Monday, 30 January 2017

Album: Tim Carr - The Last Day of Fighting

Tim Carr - The Last Day of Fighting



Tim Carr - Whirling Girl


Info: Tim Carr is a singer/composer, producer and multi-instrumentalist.  His music is a mix of instrumental interludes, and minimal folkesque songs inspired by African rhythms, melodies of the French Romantics and 60s pop.

He has worked, as a drummer and collaborator, with the bands HAIM, The Americans and Fell Runner, performing with artists such as Devendra Banhart, Gaby Moreno, Ryan Bingham, Edward Sharpe, Julian Casablancas, Dr. John, Lucinda Williams, Broken Social Scene and Nick Cave.  In addition he’s recorded with T Bone Burnett, performed on Letterman and is featured in the upcoming documentary, American Epic, produced by T Bone Burnett, Jack White and Robert Redford.

Tim’s first home recordings were released in the fall of 2014 under the Moorworks label in Japan. His song, 'The Last Day of Fighting', was included on the soundtrack to Watershed, directed and produced by Robert Redford, featuring other artists including Beck, Múm, and Thom Yorke. His debut album, The Last Day of Fighting, which includes some of his early recordings, was released in December, 2016. Tim recorded and self-produced all the songs, and plays all the instruments.

Raised in Marin County, surrounded by a family of musicians, Tim took up piano, guitar, and drums by eight years old.  He continued to study drums and polyrhythms with Peter Magadini and, as a teenager, performed in numerous workshops, including The Brubeck Jazz Colony, Stanford Jazz Workshop, and SF Jazz Combos. Tim received a BFA from California Institute of the Arts and was featured on their Capitol Records CD for three consecutive years.

From opening track 'Whirling Girl' you are immediately aware that you are going to be listening to an album with authenticity as it's bedrock in Tim Carr's debut The Last Day of Fighting. Whilst in can be difficult to wade through the number of folk-leaning artists here in Ireland to find something that shines outstandingly in a sea of talent, it can be naturally far more arduous when it comes to those based across the Atlantic due to sheer volume. Yet here is an absolute diamond of great beauty. 'Whirling Girl' is soft, moving, and unobtrusive, it's obvious why he's had his music selected for soundtracks, it paints a scene in addition to creating ambient and thought-provoking moods.

'Now Now' is achingly stripped back, warm acoustic bass strings and Carr's vocals are more than enough on their own to fully draw the listener in at it's opening. As the track progresses the harmonies and gentle tingling electric guitar notes are like a wisping breeze through an open window. It's impossible not to visualise the musician in complete isolation in a small country house way out in the rural singing to no one but the landscape on all four sides. 'Easy For Me' rolls sweetly through it's bars, Carr's gentle vocal simultaneously forelorn and abject yet eschewing warmth and comfort at the same time, it's slightly mystical and incredibly easy to get completely lost in.

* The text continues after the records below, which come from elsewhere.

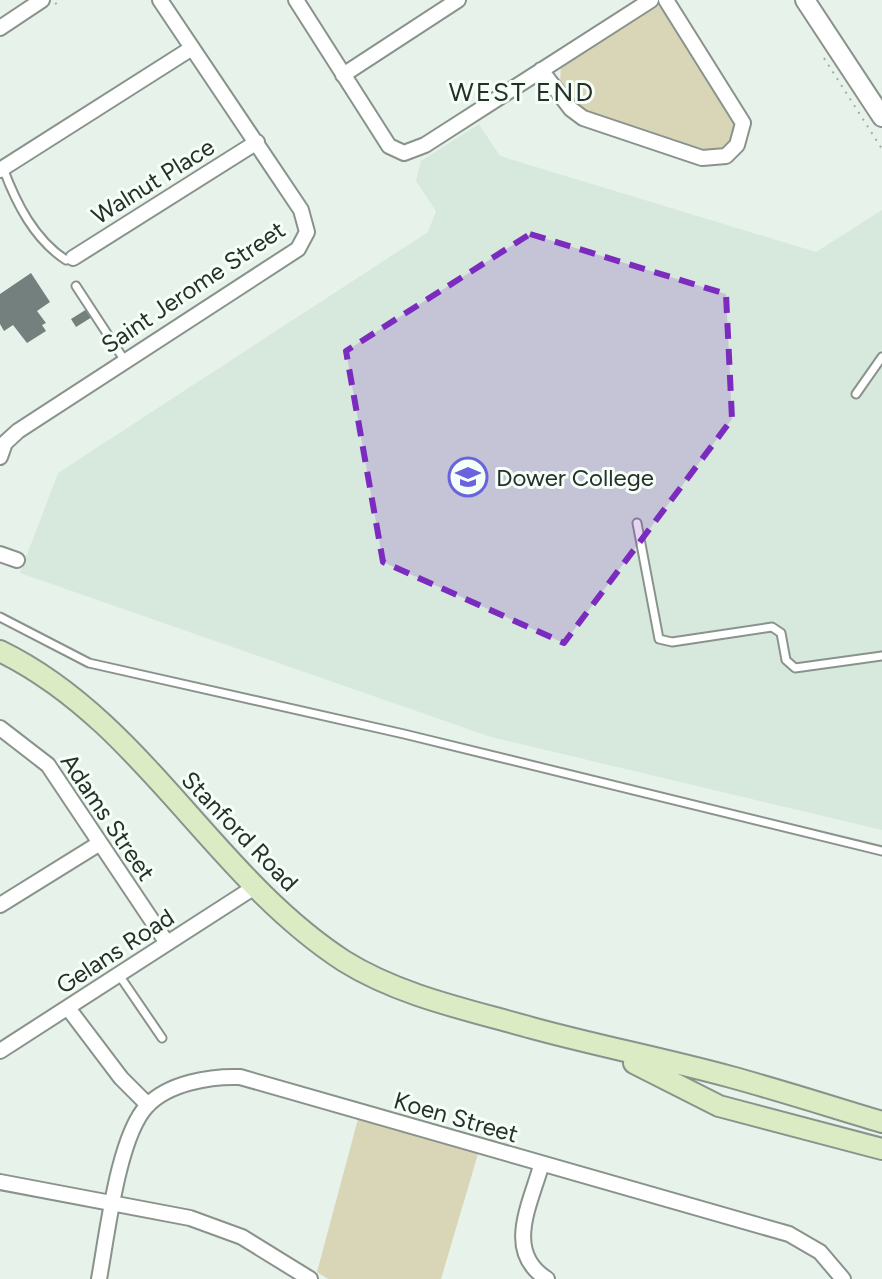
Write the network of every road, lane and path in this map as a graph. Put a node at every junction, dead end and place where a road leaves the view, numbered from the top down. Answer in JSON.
{"nodes":[{"id":1,"x":42,"y":0,"type":"edge"},
{"id":2,"x":160,"y":0,"type":"edge"},
{"id":3,"x":296,"y":0,"type":"edge"},
{"id":4,"x":458,"y":0,"type":"edge"},
{"id":5,"x":651,"y":0,"type":"edge"},
{"id":6,"x":666,"y":0,"type":"edge"},
{"id":7,"x":805,"y":0,"type":"edge"},
{"id":8,"x":0,"y":28,"type":"edge"},
{"id":9,"x":192,"y":48,"type":"junction"},
{"id":10,"x":819,"y":50,"type":"dead end"},
{"id":11,"x":541,"y":70,"type":"junction"},
{"id":12,"x":343,"y":75,"type":"junction"},
{"id":13,"x":882,"y":117,"type":"edge"},
{"id":14,"x":257,"y":142,"type":"junction"},
{"id":15,"x":882,"y":149,"type":"edge"},
{"id":16,"x":2,"y":169,"type":"edge"},
{"id":17,"x":69,"y":259,"type":"joint"},
{"id":18,"x":76,"y":286,"type":"dead end"},
{"id":19,"x":882,"y":357,"type":"edge"},
{"id":20,"x":125,"y":361,"type":"junction"},
{"id":21,"x":856,"y":394,"type":"dead end"},
{"id":22,"x":2,"y":446,"type":"edge"},
{"id":23,"x":637,"y":523,"type":"dead end"},
{"id":24,"x":0,"y":554,"type":"edge"},
{"id":25,"x":17,"y":560,"type":"dead end"},
{"id":26,"x":0,"y":617,"type":"edge"},
{"id":27,"x":0,"y":651,"type":"edge"},
{"id":28,"x":882,"y":656,"type":"edge"},
{"id":29,"x":0,"y":728,"type":"edge"},
{"id":30,"x":100,"y":843,"type":"junction"},
{"id":31,"x":882,"y":851,"type":"edge"},
{"id":32,"x":253,"y":888,"type":"junction"},
{"id":33,"x":0,"y":905,"type":"edge"},
{"id":34,"x":167,"y":943,"type":"junction"},
{"id":35,"x":119,"y":975,"type":"junction"},
{"id":36,"x":68,"y":1008,"type":"junction"},
{"id":37,"x":162,"y":1038,"type":"dead end"},
{"id":38,"x":606,"y":1049,"type":"junction"},
{"id":39,"x":0,"y":1051,"type":"edge"},
{"id":40,"x":148,"y":1105,"type":"junction"},
{"id":41,"x":882,"y":1122,"type":"edge"},
{"id":42,"x":882,"y":1149,"type":"edge"},
{"id":43,"x":541,"y":1166,"type":"junction"},
{"id":44,"x":0,"y":1182,"type":"edge"},
{"id":45,"x":112,"y":1205,"type":"junction"},
{"id":46,"x":99,"y":1279,"type":"edge"},
{"id":47,"x":310,"y":1279,"type":"edge"},
{"id":48,"x":547,"y":1279,"type":"edge"},
{"id":49,"x":843,"y":1279,"type":"edge"}],
"edges":[{"from":1,"to":8,"type":"street"},
{"from":2,"to":9,"type":"street","name":"Saint Jerome Street"},
{"from":3,"to":12,"type":"street"},
{"from":4,"to":12,"type":"street"},
{"from":5,"to":11,"type":"street"},
{"from":6,"to":11,"type":"street"},
{"from":7,"to":13,"type":"street"},
{"from":9,"to":14,"type":"street","name":"Saint Jerome Street"},
{"from":9,"to":16,"type":"street"},
{"from":10,"to":15,"type":"path"},
{"from":11,"to":12,"type":"street"},
{"from":14,"to":17,"type":"street","name":"Walnut Place"},
{"from":14,"to":20,"type":"street","name":"Saint Jerome Street"},
{"from":16,"to":17,"type":"lane"},
{"from":18,"to":20,"type":"lane"},
{"from":19,"to":21,"type":"lane"},
{"from":20,"to":22,"type":"street","name":"Saint Jerome Street"},
{"from":23,"to":28,"type":"lane"},
{"from":24,"to":25,"type":"street"},
{"from":26,"to":31,"type":"lane"},
{"from":27,"to":32,"type":"main road","name":"Stanford Road"},
{"from":29,"to":30,"type":"street","name":"Adams Street"},
{"from":30,"to":33,"type":"street"},
{"from":30,"to":34,"type":"street","name":"Adams Street"},
{"from":32,"to":34,"type":"street","name":"Gelans Road"},
{"from":32,"to":38,"type":"main road","name":"Stanford Road"},
{"from":34,"to":35,"type":"street","name":"Gelans Road"},
{"from":35,"to":36,"type":"street","name":"Gelans Road"},
{"from":35,"to":37,"type":"lane"},
{"from":36,"to":39,"type":"street","name":"Gelans Road"},
{"from":36,"to":40,"type":"street"},
{"from":38,"to":41,"type":"main road","name":"Stanford Road"},
{"from":38,"to":42,"type":"main road","name":"Stanford Road"},
{"from":40,"to":43,"type":"street","name":"Koen Street"},
{"from":40,"to":45,"type":"street"},
{"from":43,"to":48,"type":"street"},
{"from":43,"to":49,"type":"street","name":"Koen Street"},
{"from":44,"to":45,"type":"street"},
{"from":45,"to":46,"type":"street"},
{"from":45,"to":47,"type":"street"}]}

Tim Carr - The Last Day of Fighting


After the equally calming delights of 'Beyond You', Carr swaps acoustic for electric, here we reach peak beauty, the power of his sound is so understated here in particular; 'you're not around anymore, but somehow I can hear you better, better than before', a lovely line that shows how much more attentive we can become when those close to us are not at hand. 'Kindred One' sounds like a mix of Alt-J and Animal Collective if they'd just had all their electronic gear stolen from the back of their tour bus an hour before a show. It's melodic and uplifting, again perhaps reflecting rural landscapes through music, shakers and bass drum bringing a tribal Native American ceremony to our ears and imaginations. 

The Last Day of Fighting ends with it's title-track (above), little hints of Sufjan Stevens' For Carrie & Lowell, it contains the heart-wrenching feel of that album, but is by no means a song intended to make one feel sad, far from it, hope abounds. Rhythmically and vocally Carr is pushing positivity, and in some ways this closing track summarises both the deep emotional charges of the album, and the overall sense that Carr is a truly gifted and original song-writer. Bearing in mind he is a musician of vast experience already, for a debut album this is still most impressive and quite simply put deserves a very wide international audience.